April 24, 2024
Plasma Expander

Plasma Expander: A Lifesaving Fluid for Treatment of Hypovolemic Shock

Healthcare professionals commonly use plasma expanders or volume expanders for the rapid treatment of hypovolemic shock in hospital emergency departments. During hypovolemic shock, there is a significant loss of intravascular volume in the circulating blood which can be life threatening if not treated promptly. Plasma expanders help restore the lost intravascular volume by expanding plasma volume and increasing effective circulating blood volume. This helps increase tissue perfusion and oxygen delivery to vital organs.
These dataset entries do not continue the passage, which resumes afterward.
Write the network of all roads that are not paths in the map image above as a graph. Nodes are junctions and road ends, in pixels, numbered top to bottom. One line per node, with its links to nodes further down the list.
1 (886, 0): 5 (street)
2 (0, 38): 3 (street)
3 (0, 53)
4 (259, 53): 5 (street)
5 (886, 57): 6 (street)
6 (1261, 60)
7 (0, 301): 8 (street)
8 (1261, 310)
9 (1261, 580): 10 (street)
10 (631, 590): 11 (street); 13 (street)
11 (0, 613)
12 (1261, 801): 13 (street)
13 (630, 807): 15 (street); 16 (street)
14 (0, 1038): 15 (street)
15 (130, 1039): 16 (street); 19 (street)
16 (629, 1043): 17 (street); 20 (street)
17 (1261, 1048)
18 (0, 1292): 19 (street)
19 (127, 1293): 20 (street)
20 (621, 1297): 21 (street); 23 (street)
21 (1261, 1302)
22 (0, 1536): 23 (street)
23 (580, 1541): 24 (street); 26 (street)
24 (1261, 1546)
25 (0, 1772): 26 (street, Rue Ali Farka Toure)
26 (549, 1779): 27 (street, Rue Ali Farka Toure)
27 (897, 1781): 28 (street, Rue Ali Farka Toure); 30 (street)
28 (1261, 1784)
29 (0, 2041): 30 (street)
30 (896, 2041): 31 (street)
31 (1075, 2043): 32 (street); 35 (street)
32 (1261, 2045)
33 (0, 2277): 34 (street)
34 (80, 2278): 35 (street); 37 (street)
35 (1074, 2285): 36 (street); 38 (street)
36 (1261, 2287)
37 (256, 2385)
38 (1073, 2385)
Plasma expanders, also known as volume expanders, are intravenous fluids administered to increase plasma volume and circulating blood volume. They work by staying inside blood vessels and expanding the intravascular compartment after intravenous infusion. Common plasma expanders include crystalloids like normal saline and lactated Ringer’s solution, colloids like hetastarch, dextran and albumin. Crystalloids are the first line treatment in most cases due to lower cost and side effect profile compared to colloids.

Mechanism of action of plasma expanders

Plasma expanders work by drawing fluid from the interstitial space back into blood vessels via osmosis. Crystalloid solutions like normal saline contain sodium chloride which remains in the blood vessels after infusion and raises the osmotic pressure of plasma. This leads to an osmotic gradient causing fluid shift from tissues into the intravascular space, thereby expanding plasma volume. Colloid solutions contain large soluble molecules that remain in circulation for longer duration. The large molecules in colloids exert greater oncotic pressure more effectively retaining fluid within blood vessels compared to crystalloids.

Importance in emergency medicine

Plasma volume expansion is critical in emergency treatment of hypovolemic shock caused by bleeding, severe burns, gastrointestinal fluid losses etc. Rapid fluid resuscitation is needed to restore depleted intravascular volume and reverse tissue hypoperfusion. Current Surviving Sepsis Campaign guidelines recommend initial fluid resuscitation with crystalloids like normal saline over colloids for sepsis related shock. Studies show early goal directed fluid therapy within the first 3 hours can reduce mortality in septic shock. Plasma Expander play a pivotal role in preventing organ dysfunction or failure by promptly restoring circulating volume in hemorrhagic, traumatic and septic shock.

Commonly used plasma expanders

Normal Saline (0.9% NaCl)

Normal saline or sodium chloride 0.9% solution remains the most widely used crystalloid for initial fluid resuscitation in hypovolemic shock. It has an osmolarity and sodium concentration similar to plasma and does not cause fluid shifts between intracellular and extracellular spaces. It expands plasma volume effectively while being relatively inexpensive. However, its effect is short acting as it readily distributes into the interstitial compartment.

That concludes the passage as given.